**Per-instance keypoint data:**
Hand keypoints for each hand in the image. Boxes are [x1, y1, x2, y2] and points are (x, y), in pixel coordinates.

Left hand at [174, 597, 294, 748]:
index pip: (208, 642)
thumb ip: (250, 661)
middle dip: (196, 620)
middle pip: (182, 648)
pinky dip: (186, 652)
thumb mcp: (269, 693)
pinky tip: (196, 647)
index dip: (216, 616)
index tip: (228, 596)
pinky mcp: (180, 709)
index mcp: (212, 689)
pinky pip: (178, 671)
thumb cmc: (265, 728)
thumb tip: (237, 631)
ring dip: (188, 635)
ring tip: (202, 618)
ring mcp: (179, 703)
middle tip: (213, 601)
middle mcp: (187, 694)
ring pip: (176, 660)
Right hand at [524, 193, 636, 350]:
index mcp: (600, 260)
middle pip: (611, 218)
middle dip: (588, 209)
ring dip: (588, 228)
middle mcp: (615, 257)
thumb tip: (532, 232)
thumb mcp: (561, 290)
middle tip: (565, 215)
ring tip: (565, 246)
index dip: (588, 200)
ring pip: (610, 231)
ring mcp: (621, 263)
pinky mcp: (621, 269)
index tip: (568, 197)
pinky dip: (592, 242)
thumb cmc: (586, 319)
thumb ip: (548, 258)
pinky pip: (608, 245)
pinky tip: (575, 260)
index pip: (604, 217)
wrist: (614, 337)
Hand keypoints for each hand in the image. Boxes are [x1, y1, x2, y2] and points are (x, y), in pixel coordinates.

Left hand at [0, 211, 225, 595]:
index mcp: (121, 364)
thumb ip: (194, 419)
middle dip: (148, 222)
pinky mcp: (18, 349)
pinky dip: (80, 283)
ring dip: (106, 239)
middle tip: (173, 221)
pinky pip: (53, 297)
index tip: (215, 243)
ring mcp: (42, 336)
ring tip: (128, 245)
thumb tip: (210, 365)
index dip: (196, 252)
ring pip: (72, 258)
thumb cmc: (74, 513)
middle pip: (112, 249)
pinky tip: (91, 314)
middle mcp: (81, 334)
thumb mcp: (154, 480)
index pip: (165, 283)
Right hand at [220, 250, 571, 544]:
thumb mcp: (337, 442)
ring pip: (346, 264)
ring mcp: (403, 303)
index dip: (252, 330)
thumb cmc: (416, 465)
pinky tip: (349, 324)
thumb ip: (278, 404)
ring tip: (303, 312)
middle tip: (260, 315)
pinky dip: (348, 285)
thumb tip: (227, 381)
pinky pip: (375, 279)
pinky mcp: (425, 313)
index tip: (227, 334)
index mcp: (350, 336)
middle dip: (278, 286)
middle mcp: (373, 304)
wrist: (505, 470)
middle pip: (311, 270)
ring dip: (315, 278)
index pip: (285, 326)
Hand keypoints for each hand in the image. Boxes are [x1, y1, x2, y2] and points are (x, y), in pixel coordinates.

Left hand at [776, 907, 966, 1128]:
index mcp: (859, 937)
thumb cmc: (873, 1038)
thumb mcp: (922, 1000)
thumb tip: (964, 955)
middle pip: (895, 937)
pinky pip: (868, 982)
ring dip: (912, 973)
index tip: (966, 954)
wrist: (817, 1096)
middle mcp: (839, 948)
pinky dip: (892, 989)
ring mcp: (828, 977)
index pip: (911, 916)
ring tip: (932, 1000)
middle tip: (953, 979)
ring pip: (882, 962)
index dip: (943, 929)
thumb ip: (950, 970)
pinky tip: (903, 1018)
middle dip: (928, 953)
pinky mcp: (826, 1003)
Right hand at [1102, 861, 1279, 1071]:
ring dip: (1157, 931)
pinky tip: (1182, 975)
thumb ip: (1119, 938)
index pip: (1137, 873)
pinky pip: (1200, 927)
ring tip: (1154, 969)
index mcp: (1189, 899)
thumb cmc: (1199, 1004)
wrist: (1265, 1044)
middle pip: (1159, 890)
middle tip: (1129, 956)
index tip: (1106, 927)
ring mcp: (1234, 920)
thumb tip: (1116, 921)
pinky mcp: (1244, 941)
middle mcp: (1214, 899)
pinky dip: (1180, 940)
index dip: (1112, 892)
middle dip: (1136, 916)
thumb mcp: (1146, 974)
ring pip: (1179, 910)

**EXERCISE INSTRUCTIONS:**
Produce an exact transcription of the lines from the one containing "ring dip: (106, 239)" through the end of the records, both included, and no other lines.

**REPLY:**
ring dip: (106, 239)
middle tip: (173, 221)
pinky pip: (53, 297)
index tip: (215, 243)
ring mcp: (42, 336)
ring tip: (128, 245)
thumb tip: (210, 365)
index dip: (196, 252)
ring pip: (72, 258)
thumb cmc: (74, 513)
middle pip: (112, 249)
pinky tip: (91, 314)
middle mcp: (81, 334)
thumb mcp: (154, 480)
index pip: (165, 283)
Right hand at [220, 250, 571, 544]:
thumb mcp: (337, 442)
ring pip: (346, 264)
ring mcp: (403, 303)
index dip: (252, 330)
thumb cmc: (416, 465)
pinky tip: (349, 324)
thumb ip: (278, 404)
ring tip: (303, 312)
middle tip: (260, 315)
pinky dip: (348, 285)
thumb tip: (227, 381)
pinky pip: (375, 279)
pinky mcp: (425, 313)
index tip: (227, 334)
index mcp: (350, 336)
middle dip: (278, 286)
middle mcp: (373, 304)
wrist: (505, 470)
middle pip: (311, 270)
ring dip: (315, 278)
index pip: (285, 326)
Hand keypoints for each hand in the image. Boxes are [x1, y1, x2, y2] and points are (x, y), in pixel coordinates.

Left hand at [776, 907, 966, 1128]:
index mcp: (859, 937)
thumb cmc: (873, 1038)
thumb mcp: (922, 1000)
thumb tip: (964, 955)
middle pip: (895, 937)
pinky pip: (868, 982)
ring dip: (912, 973)
index tip: (966, 954)
wrist: (817, 1096)
middle mcp: (839, 948)
pinky dip: (892, 989)
ring mcp: (828, 977)
index pip: (911, 916)
ring tip: (932, 1000)
middle tip: (953, 979)
ring pip: (882, 962)
index dip: (943, 929)
thumb ip: (950, 970)
pinky tip: (903, 1018)
middle dip: (928, 953)
pinky mcp: (826, 1003)
Right hand at [1102, 861, 1279, 1071]:
ring dip: (1157, 931)
pinky tip: (1182, 975)
thumb ip: (1119, 938)
index pip: (1137, 873)
pinky pip: (1200, 927)
ring tip: (1154, 969)
index mcp: (1189, 899)
thumb cmc: (1199, 1004)
wrist: (1265, 1044)
middle pip: (1159, 890)
middle tip: (1129, 956)
index tip: (1106, 927)
ring mcp: (1234, 920)
thumb tip: (1116, 921)
pinky mcp: (1244, 941)
middle mcp: (1214, 899)
pinky dip: (1180, 940)
index dip: (1112, 892)
middle dip: (1136, 916)
thumb mcp: (1146, 974)
ring pip: (1179, 910)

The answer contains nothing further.